Report every line of the data where the string "bends" appears.

## DATASET CONTENT
━━━━━━━━

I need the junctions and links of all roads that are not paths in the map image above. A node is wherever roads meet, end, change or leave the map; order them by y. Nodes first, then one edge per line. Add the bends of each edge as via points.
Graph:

━━━━━━━━

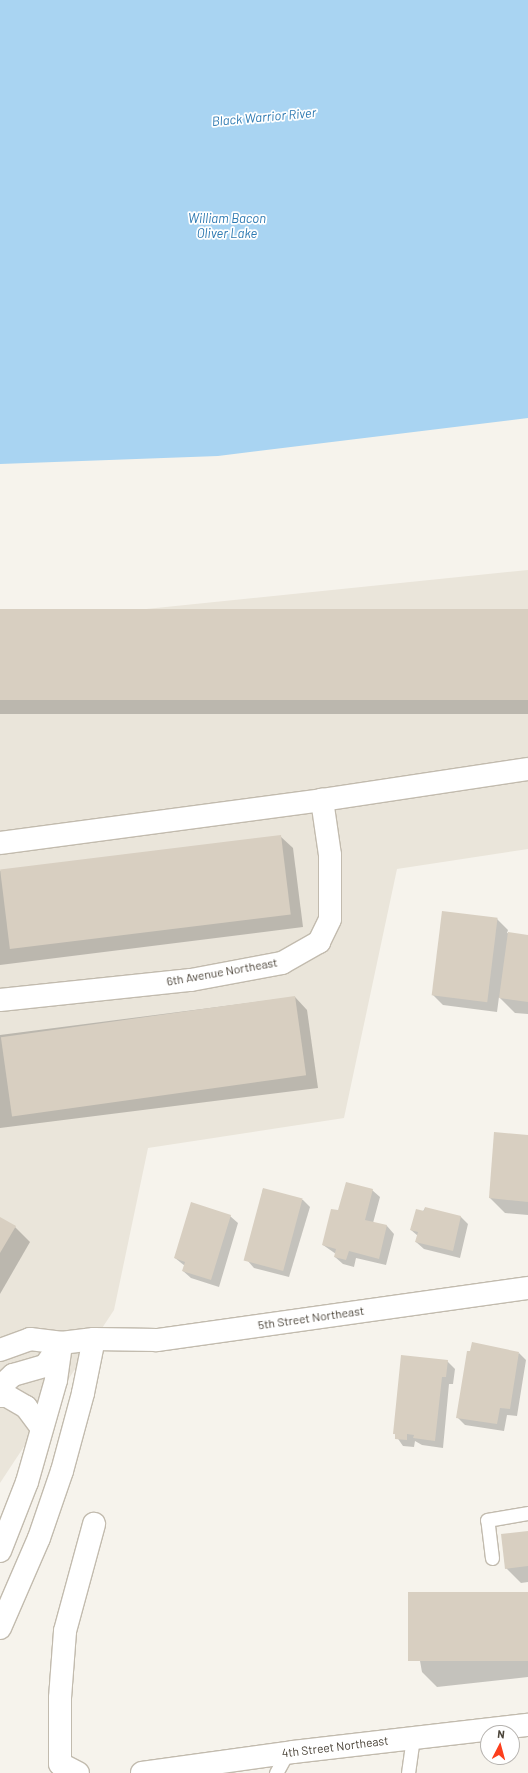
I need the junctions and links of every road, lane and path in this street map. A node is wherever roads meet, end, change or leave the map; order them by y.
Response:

━━━━━━━━

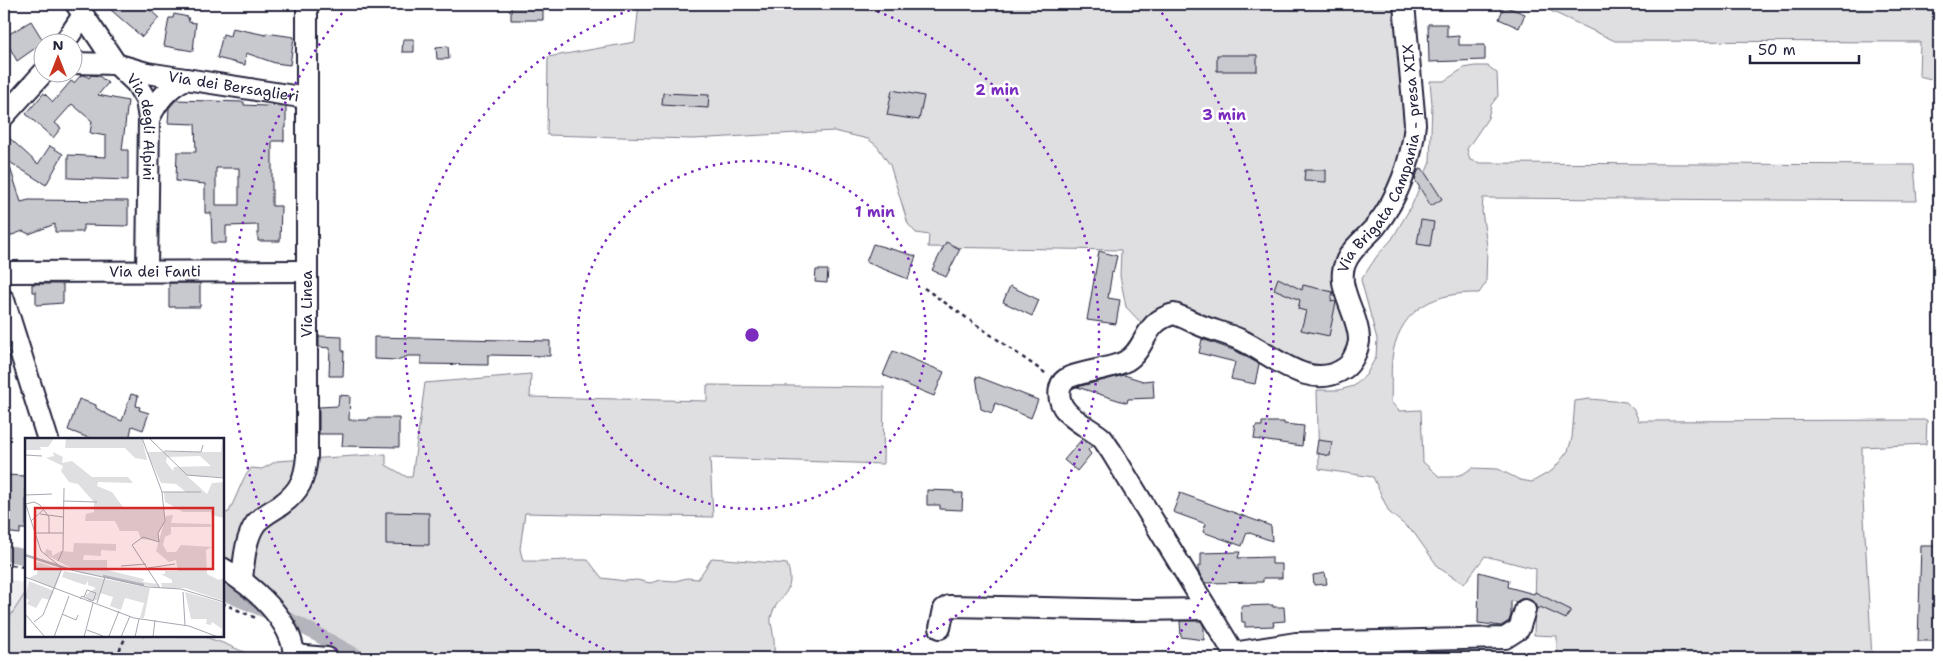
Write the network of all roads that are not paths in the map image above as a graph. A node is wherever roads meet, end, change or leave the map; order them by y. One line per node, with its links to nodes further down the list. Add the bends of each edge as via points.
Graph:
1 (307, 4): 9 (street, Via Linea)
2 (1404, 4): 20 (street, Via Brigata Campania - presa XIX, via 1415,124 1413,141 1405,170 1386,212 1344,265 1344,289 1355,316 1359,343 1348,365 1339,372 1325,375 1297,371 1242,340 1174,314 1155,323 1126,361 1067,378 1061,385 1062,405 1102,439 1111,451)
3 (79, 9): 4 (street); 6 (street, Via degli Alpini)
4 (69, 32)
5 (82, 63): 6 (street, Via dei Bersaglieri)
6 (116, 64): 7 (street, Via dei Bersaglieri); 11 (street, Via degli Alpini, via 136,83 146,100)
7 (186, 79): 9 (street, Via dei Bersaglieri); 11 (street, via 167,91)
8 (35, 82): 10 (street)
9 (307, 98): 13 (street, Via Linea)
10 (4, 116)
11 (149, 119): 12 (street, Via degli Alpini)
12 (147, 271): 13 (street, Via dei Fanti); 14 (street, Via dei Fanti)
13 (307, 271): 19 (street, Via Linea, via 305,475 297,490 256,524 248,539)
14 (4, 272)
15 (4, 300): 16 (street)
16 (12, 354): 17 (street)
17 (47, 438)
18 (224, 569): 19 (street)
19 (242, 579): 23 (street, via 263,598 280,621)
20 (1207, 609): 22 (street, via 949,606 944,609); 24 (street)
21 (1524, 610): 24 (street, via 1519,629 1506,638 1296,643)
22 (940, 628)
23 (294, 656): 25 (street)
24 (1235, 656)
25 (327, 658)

━━━━━━━━

## RESPONSE TO THIS TASK
I need the junctions and links of all roads that are not paths in the map image above. A node is wherever roads meet, end, change or leave the map; order them by y. Nodes first, then one edge per line. Add the bends of each edge as via points.
Write the network of all roads that are not paths in the map image above as a graph. A node is wherever roads meet, end, change or leave the map; order them by y. One line per node, with its links to nodes further down the list. Add the bends of each edge as via points.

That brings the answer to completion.